* _What to do_
From the entries below, list each line with "Lines".

* _Saved data entries_
=======
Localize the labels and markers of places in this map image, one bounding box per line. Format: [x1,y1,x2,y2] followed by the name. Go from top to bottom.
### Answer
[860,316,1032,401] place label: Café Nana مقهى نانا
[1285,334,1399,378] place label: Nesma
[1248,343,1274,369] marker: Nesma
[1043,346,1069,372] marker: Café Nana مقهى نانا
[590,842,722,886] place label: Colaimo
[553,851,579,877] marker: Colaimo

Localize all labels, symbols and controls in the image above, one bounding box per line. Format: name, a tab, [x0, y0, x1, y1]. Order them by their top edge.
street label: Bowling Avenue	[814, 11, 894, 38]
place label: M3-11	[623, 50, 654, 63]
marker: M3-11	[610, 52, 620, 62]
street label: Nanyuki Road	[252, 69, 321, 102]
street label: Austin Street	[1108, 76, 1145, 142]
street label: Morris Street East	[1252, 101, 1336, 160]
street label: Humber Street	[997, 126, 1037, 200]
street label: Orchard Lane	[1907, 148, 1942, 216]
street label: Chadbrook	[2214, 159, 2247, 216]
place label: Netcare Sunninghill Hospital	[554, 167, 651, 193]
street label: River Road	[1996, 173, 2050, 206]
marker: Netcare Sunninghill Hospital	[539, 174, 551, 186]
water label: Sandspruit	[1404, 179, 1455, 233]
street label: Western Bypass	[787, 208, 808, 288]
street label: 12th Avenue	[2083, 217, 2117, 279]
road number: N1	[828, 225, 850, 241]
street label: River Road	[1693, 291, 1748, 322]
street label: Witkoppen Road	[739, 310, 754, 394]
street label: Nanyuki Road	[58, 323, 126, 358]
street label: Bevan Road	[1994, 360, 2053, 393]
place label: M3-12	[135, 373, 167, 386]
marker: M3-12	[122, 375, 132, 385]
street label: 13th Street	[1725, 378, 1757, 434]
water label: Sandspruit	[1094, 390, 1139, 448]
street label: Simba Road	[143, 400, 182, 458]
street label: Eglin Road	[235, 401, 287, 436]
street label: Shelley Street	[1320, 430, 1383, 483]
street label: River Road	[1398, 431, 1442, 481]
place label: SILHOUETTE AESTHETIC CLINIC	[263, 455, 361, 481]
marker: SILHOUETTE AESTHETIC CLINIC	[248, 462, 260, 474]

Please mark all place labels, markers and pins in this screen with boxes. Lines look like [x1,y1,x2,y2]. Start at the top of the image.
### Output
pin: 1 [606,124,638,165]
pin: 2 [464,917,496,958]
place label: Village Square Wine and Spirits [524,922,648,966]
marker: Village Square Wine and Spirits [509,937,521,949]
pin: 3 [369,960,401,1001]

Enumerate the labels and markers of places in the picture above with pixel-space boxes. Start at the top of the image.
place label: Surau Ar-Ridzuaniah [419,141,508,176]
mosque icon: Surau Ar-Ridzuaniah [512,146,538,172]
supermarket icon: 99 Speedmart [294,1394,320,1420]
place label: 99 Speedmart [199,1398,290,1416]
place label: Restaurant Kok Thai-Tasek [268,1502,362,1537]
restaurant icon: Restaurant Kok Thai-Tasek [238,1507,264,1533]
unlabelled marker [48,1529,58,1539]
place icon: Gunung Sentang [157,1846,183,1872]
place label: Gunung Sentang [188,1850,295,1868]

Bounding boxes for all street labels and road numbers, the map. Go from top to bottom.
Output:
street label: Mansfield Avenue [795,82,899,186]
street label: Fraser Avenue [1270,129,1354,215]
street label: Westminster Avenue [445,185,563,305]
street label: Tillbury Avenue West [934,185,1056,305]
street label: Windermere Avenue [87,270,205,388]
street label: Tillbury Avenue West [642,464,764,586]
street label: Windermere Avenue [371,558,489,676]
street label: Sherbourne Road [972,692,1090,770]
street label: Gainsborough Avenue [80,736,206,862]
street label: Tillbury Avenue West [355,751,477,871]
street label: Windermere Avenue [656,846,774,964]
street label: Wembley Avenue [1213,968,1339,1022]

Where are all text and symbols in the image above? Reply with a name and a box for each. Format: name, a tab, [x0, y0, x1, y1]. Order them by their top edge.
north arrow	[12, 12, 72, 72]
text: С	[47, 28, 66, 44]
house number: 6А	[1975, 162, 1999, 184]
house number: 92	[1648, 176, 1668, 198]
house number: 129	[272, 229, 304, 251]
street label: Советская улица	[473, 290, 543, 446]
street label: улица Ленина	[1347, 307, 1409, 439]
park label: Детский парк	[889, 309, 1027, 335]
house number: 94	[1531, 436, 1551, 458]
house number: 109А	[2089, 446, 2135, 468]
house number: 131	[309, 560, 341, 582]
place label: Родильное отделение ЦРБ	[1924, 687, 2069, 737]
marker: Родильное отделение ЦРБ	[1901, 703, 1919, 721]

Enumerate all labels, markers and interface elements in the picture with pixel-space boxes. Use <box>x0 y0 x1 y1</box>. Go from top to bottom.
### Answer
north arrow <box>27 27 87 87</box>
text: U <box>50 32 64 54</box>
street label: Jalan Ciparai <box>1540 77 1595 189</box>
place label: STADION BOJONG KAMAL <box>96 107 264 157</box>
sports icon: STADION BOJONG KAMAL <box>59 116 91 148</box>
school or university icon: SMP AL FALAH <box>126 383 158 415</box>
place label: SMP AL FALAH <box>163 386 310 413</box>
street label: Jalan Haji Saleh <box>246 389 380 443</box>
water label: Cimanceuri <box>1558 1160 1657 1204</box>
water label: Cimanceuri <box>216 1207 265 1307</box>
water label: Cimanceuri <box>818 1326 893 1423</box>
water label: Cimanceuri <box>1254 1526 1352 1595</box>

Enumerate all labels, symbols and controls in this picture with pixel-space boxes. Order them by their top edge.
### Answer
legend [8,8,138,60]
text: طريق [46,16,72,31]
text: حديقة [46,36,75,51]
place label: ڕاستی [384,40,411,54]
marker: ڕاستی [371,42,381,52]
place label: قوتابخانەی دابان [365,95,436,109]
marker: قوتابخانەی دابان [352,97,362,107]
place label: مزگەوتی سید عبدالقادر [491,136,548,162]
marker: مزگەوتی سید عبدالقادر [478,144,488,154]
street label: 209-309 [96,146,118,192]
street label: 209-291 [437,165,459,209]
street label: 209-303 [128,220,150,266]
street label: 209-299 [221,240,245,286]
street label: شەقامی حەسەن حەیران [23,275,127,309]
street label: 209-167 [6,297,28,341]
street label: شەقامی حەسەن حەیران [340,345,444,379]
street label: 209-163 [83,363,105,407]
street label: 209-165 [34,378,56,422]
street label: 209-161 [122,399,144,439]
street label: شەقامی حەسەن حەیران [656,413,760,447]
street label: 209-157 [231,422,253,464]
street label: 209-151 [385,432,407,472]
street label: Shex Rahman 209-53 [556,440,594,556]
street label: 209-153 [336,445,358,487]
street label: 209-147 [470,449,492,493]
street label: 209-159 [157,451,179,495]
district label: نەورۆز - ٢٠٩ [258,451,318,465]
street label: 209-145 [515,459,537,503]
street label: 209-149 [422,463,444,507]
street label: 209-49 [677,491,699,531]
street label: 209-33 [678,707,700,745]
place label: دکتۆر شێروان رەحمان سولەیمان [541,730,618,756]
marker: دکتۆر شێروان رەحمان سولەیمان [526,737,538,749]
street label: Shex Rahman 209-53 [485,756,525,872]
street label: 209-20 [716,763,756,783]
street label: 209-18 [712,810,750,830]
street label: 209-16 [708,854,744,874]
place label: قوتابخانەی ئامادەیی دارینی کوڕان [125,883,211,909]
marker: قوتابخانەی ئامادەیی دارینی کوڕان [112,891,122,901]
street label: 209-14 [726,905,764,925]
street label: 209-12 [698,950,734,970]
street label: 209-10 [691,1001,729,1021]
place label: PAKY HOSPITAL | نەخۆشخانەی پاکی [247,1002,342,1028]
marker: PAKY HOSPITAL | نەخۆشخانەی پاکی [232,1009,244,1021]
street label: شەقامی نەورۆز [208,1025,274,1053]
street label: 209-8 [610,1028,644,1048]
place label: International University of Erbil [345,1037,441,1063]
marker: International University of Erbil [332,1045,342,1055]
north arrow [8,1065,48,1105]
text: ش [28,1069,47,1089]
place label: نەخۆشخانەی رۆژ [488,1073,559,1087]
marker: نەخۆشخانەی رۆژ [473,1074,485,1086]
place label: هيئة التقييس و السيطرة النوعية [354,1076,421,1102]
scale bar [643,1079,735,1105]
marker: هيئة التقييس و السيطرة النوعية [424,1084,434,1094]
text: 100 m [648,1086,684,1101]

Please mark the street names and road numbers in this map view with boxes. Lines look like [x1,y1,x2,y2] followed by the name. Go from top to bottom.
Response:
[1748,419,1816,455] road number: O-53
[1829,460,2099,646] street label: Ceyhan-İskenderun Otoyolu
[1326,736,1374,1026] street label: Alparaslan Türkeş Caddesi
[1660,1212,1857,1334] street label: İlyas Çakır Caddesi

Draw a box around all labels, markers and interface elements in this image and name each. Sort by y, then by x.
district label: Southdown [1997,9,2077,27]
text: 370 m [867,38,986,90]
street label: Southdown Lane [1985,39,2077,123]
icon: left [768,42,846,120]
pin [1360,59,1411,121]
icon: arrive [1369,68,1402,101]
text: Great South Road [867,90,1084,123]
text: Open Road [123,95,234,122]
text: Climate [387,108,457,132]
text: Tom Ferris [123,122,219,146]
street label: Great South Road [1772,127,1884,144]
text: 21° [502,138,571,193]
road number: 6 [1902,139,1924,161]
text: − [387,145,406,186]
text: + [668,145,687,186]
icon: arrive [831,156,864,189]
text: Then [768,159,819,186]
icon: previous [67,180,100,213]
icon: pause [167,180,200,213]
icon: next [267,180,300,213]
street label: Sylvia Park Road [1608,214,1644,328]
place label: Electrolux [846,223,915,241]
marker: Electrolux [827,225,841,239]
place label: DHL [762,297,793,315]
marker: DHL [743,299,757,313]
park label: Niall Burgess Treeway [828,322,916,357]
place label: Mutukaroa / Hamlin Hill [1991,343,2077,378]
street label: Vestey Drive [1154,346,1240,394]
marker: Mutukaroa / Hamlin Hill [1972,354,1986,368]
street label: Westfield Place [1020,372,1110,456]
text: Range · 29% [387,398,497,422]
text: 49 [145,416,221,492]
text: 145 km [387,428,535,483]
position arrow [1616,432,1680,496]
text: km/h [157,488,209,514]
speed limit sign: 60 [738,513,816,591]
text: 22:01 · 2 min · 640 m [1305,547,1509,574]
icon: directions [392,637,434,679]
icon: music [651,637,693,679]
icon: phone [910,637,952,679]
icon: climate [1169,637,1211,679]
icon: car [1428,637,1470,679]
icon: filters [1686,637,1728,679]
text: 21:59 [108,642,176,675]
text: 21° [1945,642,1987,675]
=======
* _Result of the task_
Please mark all place labels, markers and pins in this screen with boxes. Lines look like [x1,y1,x2,y2]. Start at the top of the image.
Please mark the street names and road numbers in this map view with boxes. Lines look like [x1,y1,x2,y2] followed by the name. Go from top to bottom.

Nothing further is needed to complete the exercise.